- [Instructions for the task] Only lines containing the word "Left" belong in the answer; copy each one from the records.
-- Records supplied follows --
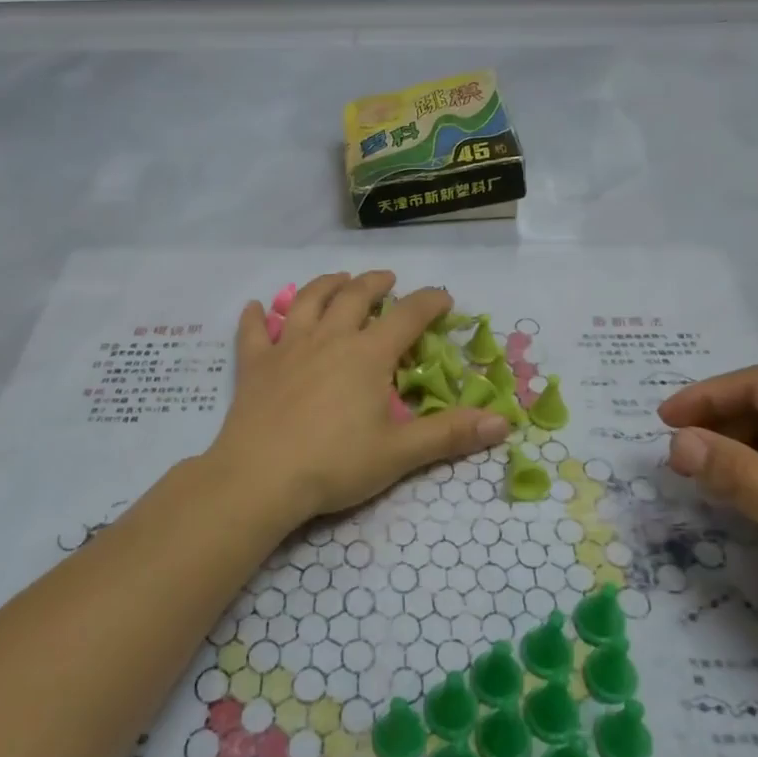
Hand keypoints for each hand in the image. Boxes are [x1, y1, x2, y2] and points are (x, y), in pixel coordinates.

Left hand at [208, 271, 511, 526]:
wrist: (261, 477)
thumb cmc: (335, 464)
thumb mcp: (399, 453)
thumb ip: (450, 434)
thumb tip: (503, 422)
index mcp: (367, 355)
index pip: (407, 316)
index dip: (429, 302)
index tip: (444, 296)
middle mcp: (329, 338)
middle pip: (355, 296)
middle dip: (375, 282)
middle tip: (387, 279)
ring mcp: (288, 347)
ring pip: (307, 301)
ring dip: (325, 284)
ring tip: (338, 279)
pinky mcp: (255, 364)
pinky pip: (253, 331)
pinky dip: (255, 316)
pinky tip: (256, 307)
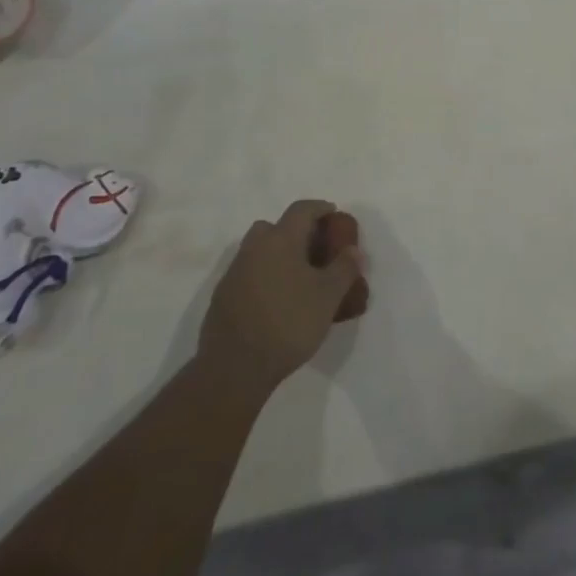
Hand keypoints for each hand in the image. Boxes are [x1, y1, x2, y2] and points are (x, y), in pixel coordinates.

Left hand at [200, 200, 365, 394]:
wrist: (234, 368)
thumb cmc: (288, 323)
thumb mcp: (328, 296)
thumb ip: (344, 268)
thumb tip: (353, 250)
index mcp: (280, 240)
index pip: (301, 209)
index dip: (320, 208)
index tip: (334, 215)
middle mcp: (254, 249)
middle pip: (273, 227)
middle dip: (294, 231)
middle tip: (313, 249)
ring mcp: (234, 273)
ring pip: (258, 251)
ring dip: (277, 255)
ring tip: (297, 277)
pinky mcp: (222, 297)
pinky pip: (248, 274)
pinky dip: (263, 277)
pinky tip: (276, 301)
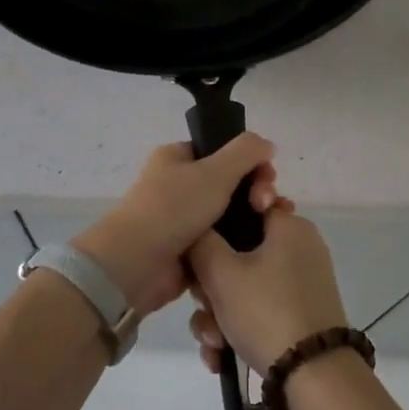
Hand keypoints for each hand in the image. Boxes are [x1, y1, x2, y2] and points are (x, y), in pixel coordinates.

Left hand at [70, 136, 278, 316]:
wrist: (136, 264)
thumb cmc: (173, 208)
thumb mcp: (214, 171)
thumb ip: (246, 151)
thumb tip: (267, 145)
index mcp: (177, 158)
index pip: (221, 151)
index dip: (250, 161)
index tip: (268, 176)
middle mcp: (178, 185)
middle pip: (230, 183)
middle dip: (255, 191)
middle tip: (266, 205)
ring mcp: (183, 220)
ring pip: (230, 214)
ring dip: (253, 219)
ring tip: (272, 227)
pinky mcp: (190, 251)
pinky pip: (222, 242)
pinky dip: (240, 244)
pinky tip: (261, 248)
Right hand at [186, 209, 348, 376]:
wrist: (315, 378)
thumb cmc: (266, 312)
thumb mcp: (220, 272)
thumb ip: (200, 241)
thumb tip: (196, 230)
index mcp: (289, 227)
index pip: (242, 209)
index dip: (212, 231)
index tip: (196, 257)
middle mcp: (300, 249)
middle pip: (238, 254)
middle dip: (210, 288)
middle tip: (203, 306)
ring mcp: (302, 284)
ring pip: (244, 288)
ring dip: (218, 316)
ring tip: (214, 344)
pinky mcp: (301, 315)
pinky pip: (259, 310)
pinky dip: (238, 330)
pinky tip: (221, 356)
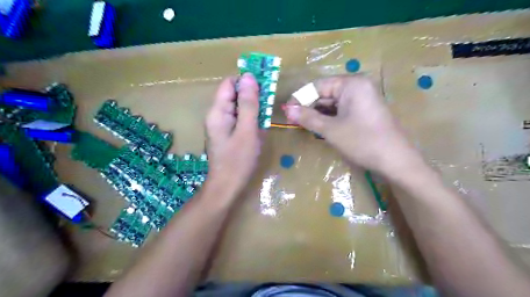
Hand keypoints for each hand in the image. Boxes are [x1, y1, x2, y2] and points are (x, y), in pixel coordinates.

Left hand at [203, 72, 260, 196]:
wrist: (227, 187)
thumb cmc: (238, 160)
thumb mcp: (247, 130)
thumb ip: (248, 104)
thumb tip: (249, 76)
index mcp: (217, 111)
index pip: (230, 84)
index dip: (246, 81)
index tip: (265, 85)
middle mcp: (216, 115)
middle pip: (234, 95)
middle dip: (252, 97)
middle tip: (268, 106)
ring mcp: (221, 125)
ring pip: (239, 107)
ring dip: (253, 109)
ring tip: (264, 120)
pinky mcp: (227, 133)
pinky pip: (239, 119)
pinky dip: (250, 120)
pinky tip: (258, 130)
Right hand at [285, 73, 422, 176]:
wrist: (395, 161)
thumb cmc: (362, 141)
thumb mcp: (330, 129)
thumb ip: (308, 117)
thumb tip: (287, 109)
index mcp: (351, 84)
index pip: (318, 85)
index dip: (300, 98)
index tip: (287, 112)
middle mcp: (358, 86)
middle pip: (326, 93)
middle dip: (310, 107)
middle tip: (294, 121)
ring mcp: (363, 98)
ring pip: (333, 103)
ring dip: (319, 114)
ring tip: (305, 126)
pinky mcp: (365, 110)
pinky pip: (342, 110)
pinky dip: (330, 118)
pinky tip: (321, 127)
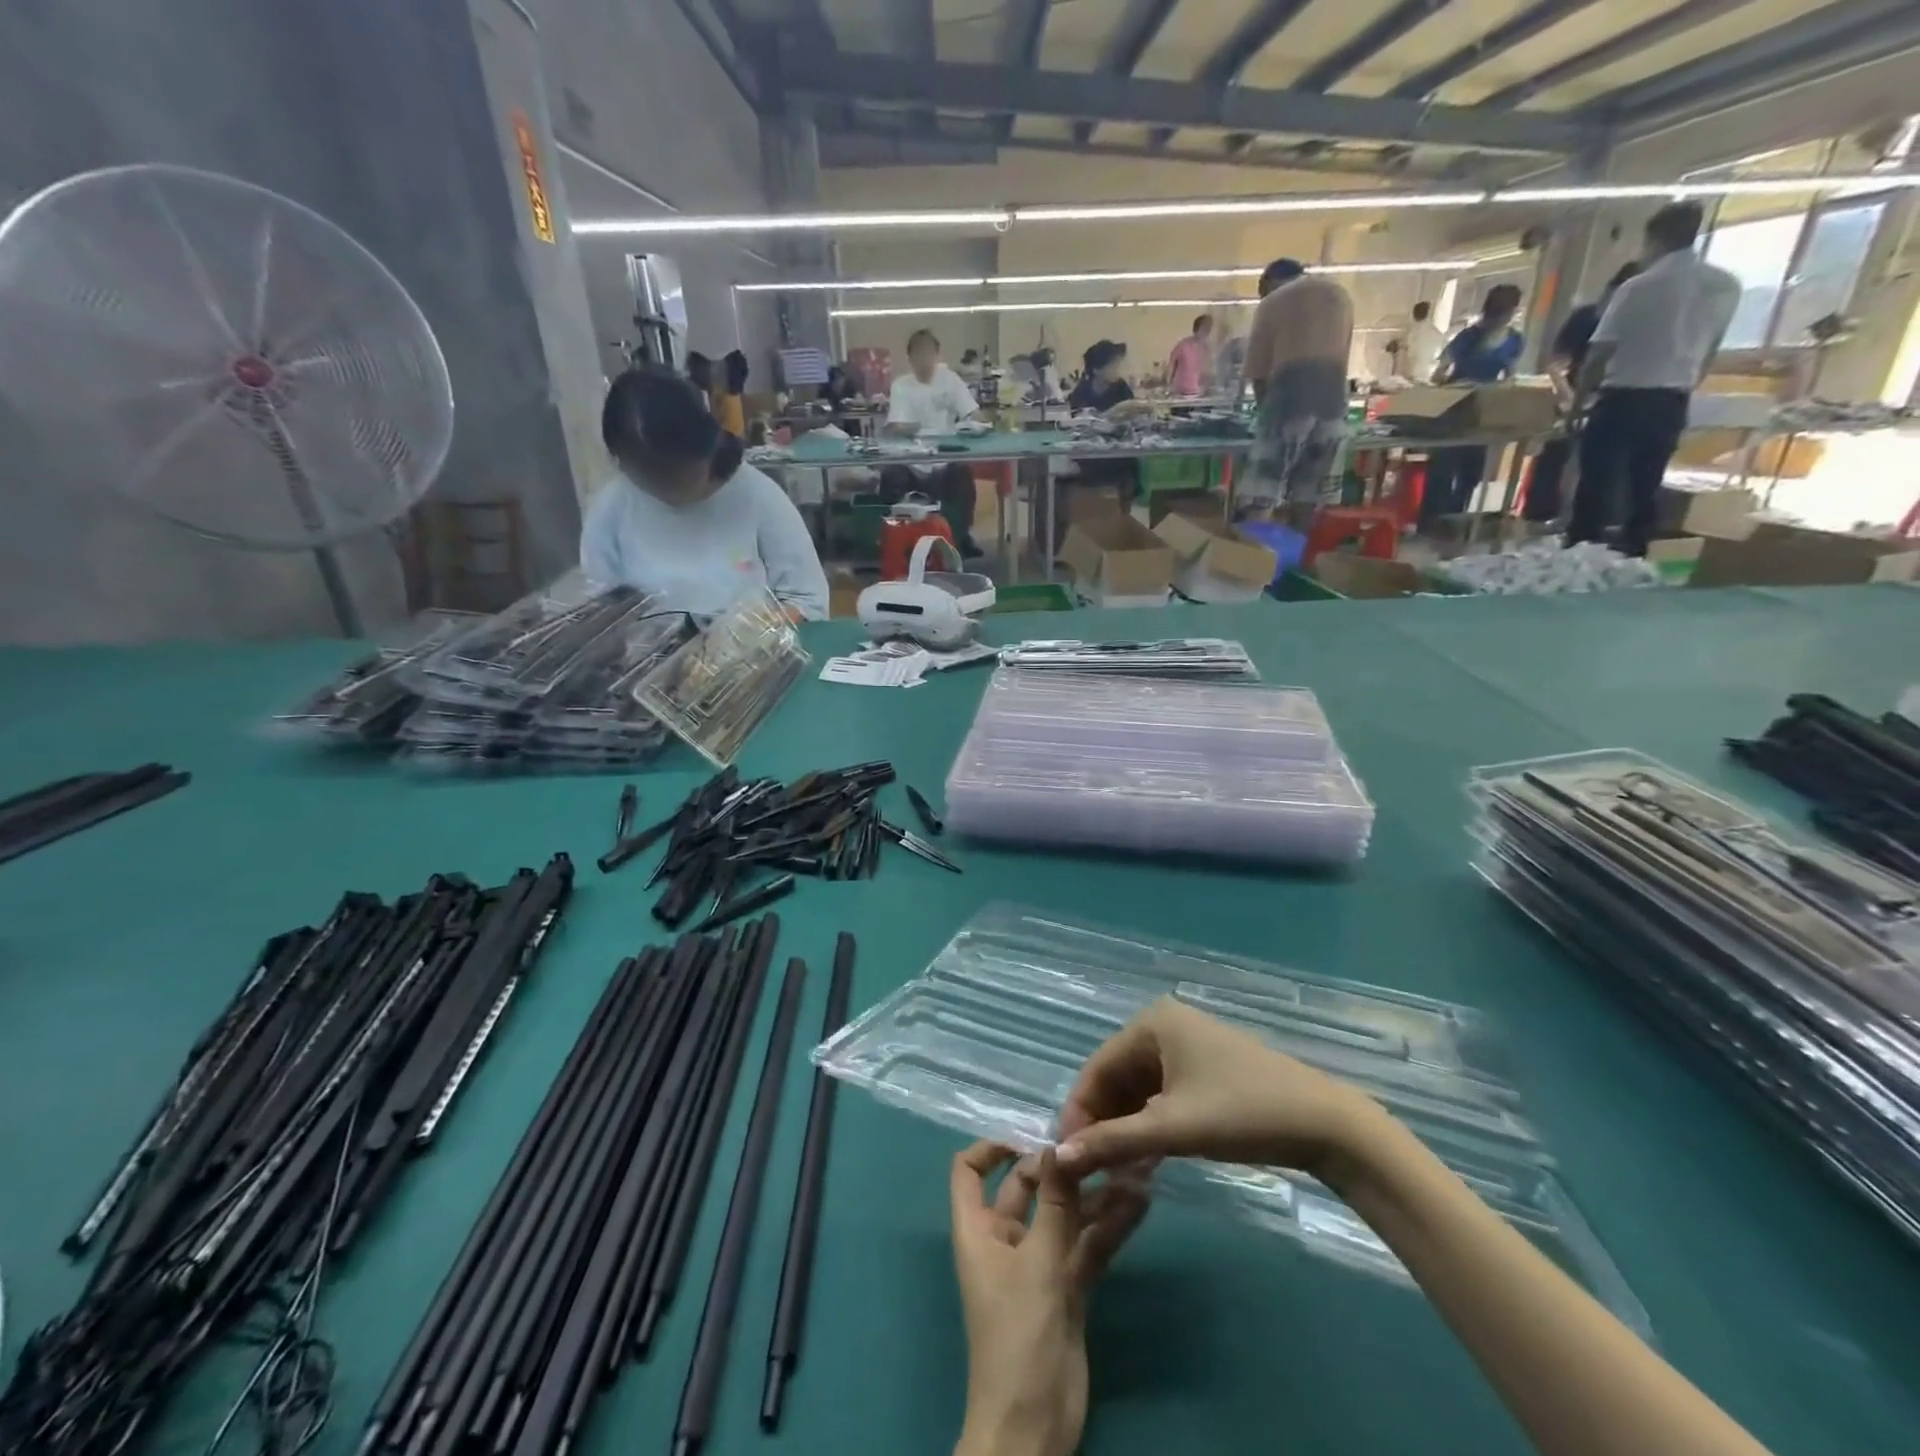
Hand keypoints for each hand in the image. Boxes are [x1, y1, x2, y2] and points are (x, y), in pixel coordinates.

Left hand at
-- Records supplied concluded --
- [Task result]
Left hand at [208, 271, 511, 526]:
Left hand at [200, 200, 365, 394]:
Left hand at [70, 136, 278, 316]:
Left hand at [203, 72, 260, 196]:
Left hand at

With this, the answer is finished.